Public Health England said it is extending vaccination for hepatitis A at Devonshire Infant School in Francis Avenue, Southsea, following confirmation of a further case there.

Despite the calls from some parents, the injection was not offered to every pupil and staff member when the virus first broke out at the end of November.

As reported, right, parent Gemma James said she was so concerned she paid for her daughter Deedee, five, who is in Year 1, to be vaccinated privately.

Gemma, 30, said: ‘I have been annoyed about this from the very beginning.

‘The children in reception were offered, but not other year groups which didn’t make any sense to me.

‘Now we’ve had letters to say because another person, a pupil I think, has come down with it, the whole school will be offered the vaccination.

‘I don’t mean to say “I told you so”, but that’s what it feels like.’

Initially there were eight cases of people diagnosed, but PHE said at that time it was transferred from within households and not at the school.

A spokesman said: ‘Previously, evidence suggested transmission was limited to household settings but this further case suggests that it may have occurred within the school.

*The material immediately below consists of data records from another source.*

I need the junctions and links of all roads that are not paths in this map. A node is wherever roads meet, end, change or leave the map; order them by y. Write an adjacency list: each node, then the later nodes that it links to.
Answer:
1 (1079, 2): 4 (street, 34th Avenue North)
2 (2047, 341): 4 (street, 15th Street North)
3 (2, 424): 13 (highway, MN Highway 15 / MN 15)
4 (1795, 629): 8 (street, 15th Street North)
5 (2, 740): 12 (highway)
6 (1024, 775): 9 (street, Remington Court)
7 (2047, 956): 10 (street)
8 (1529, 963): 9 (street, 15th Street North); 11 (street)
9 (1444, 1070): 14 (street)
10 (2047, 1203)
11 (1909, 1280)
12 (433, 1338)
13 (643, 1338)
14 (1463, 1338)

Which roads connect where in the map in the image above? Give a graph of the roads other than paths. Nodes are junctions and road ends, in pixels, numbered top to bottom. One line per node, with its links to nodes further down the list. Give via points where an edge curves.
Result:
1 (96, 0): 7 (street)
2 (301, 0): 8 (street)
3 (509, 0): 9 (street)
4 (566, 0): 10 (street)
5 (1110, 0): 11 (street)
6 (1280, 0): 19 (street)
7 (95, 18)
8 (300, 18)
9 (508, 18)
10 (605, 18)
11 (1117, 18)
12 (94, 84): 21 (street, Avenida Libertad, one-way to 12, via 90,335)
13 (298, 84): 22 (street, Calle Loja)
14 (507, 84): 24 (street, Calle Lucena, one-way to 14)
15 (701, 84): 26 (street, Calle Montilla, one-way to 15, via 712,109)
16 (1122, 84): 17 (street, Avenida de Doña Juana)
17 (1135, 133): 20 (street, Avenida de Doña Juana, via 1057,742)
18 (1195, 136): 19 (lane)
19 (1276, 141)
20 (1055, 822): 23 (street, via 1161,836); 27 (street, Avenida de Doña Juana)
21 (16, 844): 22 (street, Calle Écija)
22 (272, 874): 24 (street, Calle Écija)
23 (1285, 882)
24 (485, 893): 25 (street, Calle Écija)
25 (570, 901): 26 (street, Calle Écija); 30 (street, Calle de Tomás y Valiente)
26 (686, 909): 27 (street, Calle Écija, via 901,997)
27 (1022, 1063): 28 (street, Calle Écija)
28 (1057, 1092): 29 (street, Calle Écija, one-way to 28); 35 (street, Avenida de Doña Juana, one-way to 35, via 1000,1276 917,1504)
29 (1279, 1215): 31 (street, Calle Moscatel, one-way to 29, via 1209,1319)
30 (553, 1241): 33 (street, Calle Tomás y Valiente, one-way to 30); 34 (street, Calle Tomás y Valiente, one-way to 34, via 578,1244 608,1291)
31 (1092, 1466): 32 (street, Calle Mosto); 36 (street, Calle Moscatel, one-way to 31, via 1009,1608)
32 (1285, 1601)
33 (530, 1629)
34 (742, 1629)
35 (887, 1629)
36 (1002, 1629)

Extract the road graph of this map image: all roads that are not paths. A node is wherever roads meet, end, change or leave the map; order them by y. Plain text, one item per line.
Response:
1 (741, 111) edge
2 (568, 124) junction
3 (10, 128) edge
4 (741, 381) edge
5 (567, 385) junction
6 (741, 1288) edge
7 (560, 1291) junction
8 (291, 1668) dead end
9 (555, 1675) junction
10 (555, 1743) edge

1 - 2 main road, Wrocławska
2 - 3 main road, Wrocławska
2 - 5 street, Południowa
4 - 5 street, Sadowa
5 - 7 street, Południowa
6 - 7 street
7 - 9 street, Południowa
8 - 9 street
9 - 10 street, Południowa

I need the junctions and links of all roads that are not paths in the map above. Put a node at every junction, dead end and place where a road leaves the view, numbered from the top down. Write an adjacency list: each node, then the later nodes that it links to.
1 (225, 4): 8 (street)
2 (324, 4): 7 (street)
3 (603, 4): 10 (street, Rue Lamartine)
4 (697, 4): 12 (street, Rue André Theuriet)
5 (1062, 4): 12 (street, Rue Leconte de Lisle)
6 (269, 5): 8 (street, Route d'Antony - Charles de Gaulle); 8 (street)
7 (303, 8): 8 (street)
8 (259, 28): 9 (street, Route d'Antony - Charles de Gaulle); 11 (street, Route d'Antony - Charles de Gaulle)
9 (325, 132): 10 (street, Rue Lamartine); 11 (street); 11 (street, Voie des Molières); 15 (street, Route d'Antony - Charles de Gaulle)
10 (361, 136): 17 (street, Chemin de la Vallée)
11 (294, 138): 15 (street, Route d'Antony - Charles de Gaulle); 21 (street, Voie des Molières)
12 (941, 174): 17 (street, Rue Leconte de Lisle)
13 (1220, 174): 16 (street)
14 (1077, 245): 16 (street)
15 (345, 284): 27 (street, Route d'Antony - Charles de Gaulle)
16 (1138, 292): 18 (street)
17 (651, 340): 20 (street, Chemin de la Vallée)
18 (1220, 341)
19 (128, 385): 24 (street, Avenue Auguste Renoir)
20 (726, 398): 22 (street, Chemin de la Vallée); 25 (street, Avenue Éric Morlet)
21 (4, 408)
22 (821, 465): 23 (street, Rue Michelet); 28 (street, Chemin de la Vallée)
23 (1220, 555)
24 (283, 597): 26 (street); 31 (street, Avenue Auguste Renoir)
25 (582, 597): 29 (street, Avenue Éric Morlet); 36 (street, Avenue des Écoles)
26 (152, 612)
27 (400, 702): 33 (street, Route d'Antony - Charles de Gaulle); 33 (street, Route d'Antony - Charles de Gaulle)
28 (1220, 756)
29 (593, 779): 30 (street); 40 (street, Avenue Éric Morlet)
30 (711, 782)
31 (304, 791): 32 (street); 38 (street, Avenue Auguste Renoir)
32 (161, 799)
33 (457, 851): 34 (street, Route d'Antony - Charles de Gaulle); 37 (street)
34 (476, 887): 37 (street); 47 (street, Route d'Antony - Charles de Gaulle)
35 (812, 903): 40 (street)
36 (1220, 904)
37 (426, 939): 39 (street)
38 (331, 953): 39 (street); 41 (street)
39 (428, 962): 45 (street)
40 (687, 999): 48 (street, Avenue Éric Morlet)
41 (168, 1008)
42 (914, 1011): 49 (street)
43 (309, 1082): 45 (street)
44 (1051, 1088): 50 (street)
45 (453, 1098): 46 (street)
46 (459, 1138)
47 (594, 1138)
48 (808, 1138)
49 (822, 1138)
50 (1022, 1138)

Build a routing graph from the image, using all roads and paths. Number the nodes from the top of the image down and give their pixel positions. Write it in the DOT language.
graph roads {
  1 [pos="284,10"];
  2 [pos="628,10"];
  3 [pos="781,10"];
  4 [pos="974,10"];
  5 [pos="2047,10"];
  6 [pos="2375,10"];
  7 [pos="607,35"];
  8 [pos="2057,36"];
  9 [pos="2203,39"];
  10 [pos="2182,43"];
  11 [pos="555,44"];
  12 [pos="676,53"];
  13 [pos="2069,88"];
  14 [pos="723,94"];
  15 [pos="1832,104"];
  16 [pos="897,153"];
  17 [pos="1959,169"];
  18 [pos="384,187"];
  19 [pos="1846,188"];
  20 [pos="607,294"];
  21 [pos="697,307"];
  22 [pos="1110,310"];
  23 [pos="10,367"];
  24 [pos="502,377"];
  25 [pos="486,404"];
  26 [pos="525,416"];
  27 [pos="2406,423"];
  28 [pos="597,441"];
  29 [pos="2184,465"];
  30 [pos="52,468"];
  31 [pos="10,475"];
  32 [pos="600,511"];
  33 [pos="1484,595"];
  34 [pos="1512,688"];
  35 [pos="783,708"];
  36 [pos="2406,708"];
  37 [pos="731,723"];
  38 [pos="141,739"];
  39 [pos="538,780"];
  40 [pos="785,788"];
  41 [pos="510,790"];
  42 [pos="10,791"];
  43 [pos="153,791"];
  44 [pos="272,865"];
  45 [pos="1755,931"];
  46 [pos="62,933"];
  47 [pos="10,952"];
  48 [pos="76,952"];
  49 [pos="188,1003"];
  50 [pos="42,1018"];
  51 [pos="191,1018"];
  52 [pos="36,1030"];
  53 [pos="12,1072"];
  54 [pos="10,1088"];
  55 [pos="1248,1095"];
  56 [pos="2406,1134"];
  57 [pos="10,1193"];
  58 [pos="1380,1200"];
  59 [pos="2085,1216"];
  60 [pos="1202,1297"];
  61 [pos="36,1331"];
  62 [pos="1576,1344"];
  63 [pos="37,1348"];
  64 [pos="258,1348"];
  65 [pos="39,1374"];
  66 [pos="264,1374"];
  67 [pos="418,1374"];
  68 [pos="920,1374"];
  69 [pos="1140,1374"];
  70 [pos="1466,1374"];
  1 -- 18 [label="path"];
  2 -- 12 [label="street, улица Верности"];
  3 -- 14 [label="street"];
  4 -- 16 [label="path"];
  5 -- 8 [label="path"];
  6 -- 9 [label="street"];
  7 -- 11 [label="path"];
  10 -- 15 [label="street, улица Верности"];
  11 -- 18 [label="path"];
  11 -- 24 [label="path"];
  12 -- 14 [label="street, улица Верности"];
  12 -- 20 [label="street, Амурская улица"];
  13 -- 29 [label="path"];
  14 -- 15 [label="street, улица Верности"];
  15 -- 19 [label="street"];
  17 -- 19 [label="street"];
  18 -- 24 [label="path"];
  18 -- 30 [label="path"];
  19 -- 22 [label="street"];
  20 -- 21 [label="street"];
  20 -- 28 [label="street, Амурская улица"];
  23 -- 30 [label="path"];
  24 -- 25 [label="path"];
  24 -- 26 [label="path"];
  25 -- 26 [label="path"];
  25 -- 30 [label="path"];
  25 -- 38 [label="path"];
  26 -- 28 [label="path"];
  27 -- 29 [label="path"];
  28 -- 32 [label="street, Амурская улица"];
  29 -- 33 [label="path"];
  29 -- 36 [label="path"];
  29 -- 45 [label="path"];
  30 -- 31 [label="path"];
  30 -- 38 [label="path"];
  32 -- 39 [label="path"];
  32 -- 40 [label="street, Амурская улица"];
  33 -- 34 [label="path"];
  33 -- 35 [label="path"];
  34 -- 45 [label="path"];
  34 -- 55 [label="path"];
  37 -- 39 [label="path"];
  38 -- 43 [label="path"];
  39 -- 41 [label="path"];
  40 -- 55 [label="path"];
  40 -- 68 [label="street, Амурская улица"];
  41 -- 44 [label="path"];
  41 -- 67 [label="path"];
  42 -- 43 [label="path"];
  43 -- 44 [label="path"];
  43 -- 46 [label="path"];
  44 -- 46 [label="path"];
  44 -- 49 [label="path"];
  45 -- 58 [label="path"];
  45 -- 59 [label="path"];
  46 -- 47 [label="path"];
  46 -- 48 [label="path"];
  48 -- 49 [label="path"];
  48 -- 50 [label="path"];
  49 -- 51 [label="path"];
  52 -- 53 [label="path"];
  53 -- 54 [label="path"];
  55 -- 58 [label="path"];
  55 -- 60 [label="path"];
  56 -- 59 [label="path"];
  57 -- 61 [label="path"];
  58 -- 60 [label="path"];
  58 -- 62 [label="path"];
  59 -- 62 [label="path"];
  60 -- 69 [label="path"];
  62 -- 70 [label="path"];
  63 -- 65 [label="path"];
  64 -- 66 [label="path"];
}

‘The offer of vaccination is also being given to children and staff at Fledglings pre-school as a precautionary measure, because there is some shared use of facilities by the two schools.’

There were also cases in Fernhurst Junior School, but as there have been no more cases the vaccination is not being offered.

Gemma said she was so concerned at the initial outbreak that she contacted her GP so her daughter could be vaccinated.

‘I called my surgery to book an appointment but was told by them they couldn’t because PHE was in control of the situation,’ she said.

‘In the end I went to a travel clinic and paid for it.’

PHE said it did not issue such an instruction and GPs used their clinical judgement.

Hepatitis A is a viral liver infection that causes a range of symptoms such as fever, abdominal pain, loss of appetite, nausea, vomiting, sometimes leading to jaundice. It is often linked to foreign travel. People are advised to wash their hands properly to stop it spreading.